Each line that contains the string "Weierhalde" counts once; report how many such lines appear in the data, as a number only.

^^^^

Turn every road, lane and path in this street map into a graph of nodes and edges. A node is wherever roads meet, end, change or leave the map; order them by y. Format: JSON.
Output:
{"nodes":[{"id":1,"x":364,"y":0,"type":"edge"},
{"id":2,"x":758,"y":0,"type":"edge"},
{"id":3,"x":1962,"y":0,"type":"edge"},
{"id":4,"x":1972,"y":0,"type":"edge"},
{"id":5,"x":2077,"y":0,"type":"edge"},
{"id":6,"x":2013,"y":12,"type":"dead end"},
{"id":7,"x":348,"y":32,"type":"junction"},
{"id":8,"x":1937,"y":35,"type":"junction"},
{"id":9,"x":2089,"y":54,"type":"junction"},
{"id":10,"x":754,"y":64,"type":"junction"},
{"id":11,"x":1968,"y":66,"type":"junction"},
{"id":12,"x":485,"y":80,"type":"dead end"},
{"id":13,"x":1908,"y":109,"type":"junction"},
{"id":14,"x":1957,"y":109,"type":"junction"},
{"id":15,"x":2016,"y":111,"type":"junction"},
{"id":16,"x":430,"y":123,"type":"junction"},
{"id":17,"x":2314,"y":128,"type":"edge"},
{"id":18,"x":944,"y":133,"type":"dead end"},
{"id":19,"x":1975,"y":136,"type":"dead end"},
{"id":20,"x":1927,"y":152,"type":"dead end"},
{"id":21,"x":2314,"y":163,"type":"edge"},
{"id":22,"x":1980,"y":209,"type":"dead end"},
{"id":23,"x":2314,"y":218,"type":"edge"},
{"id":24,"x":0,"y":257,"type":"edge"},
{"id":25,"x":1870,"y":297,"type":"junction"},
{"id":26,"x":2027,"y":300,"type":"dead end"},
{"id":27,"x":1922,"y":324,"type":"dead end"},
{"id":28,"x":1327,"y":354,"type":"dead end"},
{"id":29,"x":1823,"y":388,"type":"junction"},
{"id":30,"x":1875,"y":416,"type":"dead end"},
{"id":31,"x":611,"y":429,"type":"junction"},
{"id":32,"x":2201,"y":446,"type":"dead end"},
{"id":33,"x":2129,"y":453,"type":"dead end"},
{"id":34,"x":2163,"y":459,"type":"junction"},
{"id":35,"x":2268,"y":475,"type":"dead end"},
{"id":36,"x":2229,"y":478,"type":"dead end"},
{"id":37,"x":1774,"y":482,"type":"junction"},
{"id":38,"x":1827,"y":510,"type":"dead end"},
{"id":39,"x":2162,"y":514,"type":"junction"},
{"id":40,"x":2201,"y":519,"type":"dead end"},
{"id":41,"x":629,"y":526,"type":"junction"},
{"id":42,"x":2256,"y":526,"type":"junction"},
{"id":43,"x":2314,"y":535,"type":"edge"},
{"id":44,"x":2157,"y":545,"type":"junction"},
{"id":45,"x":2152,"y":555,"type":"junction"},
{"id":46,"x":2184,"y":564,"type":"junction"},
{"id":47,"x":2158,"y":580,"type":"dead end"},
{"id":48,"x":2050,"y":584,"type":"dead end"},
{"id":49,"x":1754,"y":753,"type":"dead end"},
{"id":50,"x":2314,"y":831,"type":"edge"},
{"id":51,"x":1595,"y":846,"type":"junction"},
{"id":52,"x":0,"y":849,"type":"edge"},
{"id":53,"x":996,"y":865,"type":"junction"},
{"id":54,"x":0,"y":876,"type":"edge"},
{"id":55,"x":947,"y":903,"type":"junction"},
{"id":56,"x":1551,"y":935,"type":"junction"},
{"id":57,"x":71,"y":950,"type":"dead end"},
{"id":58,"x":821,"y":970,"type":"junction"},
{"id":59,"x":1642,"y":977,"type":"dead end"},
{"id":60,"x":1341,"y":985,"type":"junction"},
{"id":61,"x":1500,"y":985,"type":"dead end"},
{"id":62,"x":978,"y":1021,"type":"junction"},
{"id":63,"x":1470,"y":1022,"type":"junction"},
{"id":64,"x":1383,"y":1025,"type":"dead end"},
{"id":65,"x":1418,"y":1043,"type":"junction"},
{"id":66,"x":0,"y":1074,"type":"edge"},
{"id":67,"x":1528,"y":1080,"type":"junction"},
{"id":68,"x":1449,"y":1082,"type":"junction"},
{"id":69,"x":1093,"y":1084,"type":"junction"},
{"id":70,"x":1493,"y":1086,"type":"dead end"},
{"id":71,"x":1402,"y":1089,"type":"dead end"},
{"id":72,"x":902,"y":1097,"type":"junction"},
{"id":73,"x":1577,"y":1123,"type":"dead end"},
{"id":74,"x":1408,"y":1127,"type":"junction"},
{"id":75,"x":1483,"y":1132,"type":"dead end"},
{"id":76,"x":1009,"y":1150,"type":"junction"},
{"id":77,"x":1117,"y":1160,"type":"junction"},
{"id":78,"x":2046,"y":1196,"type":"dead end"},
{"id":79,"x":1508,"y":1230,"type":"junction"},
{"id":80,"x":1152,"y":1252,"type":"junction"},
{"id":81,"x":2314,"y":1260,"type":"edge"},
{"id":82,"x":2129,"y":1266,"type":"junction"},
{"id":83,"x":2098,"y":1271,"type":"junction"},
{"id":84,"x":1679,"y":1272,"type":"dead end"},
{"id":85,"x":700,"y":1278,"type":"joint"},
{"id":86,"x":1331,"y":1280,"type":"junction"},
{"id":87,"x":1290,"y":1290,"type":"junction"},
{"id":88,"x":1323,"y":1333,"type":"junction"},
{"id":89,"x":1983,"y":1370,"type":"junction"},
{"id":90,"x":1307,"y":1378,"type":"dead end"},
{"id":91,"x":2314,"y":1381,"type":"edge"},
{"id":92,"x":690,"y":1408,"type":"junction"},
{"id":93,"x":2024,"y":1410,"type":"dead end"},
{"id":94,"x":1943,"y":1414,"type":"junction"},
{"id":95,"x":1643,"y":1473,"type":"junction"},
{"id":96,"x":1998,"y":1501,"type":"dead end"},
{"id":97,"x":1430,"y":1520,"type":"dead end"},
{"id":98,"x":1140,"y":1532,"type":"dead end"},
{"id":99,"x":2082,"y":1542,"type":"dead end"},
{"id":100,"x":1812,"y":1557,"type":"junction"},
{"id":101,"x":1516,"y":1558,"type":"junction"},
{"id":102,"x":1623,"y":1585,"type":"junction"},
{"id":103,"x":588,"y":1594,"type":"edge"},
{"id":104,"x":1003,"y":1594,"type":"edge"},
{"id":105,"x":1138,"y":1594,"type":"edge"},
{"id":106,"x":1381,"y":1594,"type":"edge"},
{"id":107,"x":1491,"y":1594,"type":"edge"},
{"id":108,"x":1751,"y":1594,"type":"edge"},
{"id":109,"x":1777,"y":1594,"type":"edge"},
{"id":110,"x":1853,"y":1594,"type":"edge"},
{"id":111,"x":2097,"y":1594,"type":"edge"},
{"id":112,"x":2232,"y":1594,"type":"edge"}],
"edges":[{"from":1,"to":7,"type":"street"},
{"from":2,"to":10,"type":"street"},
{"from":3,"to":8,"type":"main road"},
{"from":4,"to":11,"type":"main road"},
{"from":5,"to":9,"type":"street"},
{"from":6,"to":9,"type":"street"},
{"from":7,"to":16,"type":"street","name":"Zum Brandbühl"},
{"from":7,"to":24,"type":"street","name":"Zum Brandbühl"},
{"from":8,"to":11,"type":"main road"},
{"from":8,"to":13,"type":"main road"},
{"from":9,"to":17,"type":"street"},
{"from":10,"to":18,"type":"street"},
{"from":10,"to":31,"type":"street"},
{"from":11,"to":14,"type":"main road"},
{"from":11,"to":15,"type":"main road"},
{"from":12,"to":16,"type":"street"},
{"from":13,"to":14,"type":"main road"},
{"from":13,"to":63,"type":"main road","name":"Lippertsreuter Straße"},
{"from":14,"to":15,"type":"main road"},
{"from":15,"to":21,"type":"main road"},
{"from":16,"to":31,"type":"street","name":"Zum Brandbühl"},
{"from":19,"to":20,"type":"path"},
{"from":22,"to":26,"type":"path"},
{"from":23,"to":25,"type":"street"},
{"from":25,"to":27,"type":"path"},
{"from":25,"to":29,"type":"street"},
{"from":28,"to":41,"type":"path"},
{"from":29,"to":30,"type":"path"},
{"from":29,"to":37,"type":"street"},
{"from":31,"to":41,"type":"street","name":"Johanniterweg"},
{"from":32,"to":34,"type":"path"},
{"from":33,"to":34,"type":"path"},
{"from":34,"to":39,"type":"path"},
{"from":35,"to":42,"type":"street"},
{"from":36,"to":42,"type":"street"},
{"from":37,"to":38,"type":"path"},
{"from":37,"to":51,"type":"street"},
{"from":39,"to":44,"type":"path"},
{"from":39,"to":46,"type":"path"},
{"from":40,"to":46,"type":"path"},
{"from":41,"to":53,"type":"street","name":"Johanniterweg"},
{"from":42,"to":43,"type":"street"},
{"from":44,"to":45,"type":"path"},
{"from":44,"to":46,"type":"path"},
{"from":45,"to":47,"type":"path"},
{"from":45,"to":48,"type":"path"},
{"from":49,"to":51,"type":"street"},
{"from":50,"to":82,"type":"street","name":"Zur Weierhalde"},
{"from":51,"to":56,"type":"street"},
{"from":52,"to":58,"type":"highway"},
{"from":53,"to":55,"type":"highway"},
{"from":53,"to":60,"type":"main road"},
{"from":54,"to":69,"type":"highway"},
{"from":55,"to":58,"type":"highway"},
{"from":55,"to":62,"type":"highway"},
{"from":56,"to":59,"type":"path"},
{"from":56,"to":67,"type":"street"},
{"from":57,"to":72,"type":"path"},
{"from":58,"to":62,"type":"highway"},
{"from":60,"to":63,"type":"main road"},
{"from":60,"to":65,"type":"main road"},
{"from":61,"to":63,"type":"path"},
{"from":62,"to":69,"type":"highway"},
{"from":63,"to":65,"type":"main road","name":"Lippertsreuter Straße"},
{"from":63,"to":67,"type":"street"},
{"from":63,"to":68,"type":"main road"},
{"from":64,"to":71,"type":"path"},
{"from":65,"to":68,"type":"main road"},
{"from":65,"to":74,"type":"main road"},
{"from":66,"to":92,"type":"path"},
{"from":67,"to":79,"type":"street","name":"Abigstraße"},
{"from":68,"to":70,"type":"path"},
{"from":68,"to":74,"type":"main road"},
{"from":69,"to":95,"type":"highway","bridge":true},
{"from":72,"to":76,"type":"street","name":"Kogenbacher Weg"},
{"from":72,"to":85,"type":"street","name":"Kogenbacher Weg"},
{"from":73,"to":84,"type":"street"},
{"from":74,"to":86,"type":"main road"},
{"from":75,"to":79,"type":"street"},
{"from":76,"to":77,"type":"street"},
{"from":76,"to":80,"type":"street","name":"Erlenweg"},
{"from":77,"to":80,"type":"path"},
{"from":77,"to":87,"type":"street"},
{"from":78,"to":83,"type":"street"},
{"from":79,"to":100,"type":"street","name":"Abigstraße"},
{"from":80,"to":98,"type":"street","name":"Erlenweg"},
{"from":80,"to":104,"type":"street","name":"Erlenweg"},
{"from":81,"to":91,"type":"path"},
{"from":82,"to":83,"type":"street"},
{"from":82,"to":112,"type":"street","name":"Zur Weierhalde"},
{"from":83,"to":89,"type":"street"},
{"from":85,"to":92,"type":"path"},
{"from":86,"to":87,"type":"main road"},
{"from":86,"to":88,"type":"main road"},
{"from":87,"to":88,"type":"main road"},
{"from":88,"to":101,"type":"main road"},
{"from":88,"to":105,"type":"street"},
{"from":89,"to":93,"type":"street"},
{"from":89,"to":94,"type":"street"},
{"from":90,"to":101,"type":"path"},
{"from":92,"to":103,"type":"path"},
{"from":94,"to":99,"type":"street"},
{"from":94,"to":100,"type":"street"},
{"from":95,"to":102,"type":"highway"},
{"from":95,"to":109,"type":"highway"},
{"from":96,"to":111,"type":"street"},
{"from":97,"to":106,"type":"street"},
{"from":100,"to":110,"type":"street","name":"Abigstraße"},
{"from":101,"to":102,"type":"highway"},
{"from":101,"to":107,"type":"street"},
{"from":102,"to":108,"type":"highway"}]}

^^^^

Reply ▸ 2